(What to work on): If a line in the data below contains the word "Moran", copy it out.

(Supplied material):
>>>>

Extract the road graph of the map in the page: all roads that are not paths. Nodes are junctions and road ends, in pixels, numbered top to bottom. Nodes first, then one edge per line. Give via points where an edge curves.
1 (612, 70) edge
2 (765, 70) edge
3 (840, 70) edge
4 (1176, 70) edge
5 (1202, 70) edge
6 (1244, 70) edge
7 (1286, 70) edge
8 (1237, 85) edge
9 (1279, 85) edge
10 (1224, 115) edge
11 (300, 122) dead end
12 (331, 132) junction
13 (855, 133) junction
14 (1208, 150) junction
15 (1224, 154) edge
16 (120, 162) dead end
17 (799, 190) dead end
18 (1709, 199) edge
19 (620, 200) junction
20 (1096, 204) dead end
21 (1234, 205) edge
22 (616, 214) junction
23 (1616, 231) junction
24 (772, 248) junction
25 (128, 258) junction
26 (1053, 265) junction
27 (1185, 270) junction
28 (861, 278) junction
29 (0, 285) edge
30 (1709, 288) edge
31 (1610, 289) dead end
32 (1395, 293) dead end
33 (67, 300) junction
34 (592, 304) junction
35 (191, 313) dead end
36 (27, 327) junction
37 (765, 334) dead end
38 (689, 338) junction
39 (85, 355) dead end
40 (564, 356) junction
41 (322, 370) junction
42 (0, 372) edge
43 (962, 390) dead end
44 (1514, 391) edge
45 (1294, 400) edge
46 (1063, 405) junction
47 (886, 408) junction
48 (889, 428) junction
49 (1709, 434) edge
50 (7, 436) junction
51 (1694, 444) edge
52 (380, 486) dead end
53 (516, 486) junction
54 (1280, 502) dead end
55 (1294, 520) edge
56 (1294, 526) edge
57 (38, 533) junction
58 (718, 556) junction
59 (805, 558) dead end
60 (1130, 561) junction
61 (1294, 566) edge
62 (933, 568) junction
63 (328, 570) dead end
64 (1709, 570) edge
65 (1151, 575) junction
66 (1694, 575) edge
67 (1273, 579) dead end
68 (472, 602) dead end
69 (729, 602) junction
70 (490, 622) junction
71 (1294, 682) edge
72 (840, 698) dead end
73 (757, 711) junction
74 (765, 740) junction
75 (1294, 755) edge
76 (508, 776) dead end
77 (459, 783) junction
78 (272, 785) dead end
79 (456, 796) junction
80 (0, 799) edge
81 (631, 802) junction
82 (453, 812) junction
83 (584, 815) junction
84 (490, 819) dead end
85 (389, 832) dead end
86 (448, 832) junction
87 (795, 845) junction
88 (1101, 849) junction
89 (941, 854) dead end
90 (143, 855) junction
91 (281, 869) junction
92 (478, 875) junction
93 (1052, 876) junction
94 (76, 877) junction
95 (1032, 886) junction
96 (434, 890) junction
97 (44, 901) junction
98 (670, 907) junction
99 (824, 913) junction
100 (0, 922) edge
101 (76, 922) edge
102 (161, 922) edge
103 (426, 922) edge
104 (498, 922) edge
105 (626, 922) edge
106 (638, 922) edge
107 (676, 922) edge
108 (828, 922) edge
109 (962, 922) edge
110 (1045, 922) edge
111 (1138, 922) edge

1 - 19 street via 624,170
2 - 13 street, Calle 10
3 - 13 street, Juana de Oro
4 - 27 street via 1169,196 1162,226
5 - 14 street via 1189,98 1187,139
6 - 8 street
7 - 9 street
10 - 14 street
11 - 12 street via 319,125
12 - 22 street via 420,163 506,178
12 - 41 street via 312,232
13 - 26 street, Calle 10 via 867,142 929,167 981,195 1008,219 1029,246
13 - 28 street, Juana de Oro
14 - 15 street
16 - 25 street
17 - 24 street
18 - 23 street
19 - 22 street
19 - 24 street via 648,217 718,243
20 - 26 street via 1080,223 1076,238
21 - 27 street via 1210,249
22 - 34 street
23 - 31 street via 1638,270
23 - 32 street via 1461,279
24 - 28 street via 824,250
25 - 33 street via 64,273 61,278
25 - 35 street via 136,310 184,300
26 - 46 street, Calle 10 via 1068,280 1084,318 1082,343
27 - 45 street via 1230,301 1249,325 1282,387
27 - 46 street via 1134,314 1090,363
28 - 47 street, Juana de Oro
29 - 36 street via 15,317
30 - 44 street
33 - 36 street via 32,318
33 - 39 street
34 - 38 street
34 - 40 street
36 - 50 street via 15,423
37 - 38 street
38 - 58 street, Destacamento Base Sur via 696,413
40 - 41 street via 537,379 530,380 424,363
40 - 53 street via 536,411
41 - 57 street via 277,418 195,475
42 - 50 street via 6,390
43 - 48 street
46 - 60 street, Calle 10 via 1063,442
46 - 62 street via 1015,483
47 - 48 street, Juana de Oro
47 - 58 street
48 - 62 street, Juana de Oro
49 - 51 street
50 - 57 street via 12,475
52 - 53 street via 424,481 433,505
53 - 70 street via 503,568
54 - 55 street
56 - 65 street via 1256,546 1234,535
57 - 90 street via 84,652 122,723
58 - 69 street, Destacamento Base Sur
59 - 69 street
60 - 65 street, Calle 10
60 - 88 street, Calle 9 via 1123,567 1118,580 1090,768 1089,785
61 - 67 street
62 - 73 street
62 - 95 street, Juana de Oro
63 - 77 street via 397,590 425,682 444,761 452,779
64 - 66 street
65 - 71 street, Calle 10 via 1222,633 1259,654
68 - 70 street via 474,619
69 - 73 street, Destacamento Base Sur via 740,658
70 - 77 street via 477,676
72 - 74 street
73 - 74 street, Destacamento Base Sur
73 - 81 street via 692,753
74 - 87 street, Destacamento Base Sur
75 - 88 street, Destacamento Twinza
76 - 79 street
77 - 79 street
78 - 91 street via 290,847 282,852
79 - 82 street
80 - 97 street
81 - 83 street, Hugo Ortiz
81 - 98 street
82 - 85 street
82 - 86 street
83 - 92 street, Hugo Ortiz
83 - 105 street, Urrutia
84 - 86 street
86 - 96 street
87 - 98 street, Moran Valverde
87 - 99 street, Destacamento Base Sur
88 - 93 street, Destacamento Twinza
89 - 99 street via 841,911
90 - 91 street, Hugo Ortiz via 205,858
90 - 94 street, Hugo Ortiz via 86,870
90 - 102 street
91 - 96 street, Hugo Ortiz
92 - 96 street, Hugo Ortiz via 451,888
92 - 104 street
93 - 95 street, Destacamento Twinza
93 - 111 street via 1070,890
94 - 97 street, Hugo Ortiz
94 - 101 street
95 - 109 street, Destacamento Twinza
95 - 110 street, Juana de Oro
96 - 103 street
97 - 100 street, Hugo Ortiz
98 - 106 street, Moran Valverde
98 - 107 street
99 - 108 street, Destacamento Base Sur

<<<<

(Your response):
87 - 98 street, Moran Valverde
98 - 106 street, Moran Valverde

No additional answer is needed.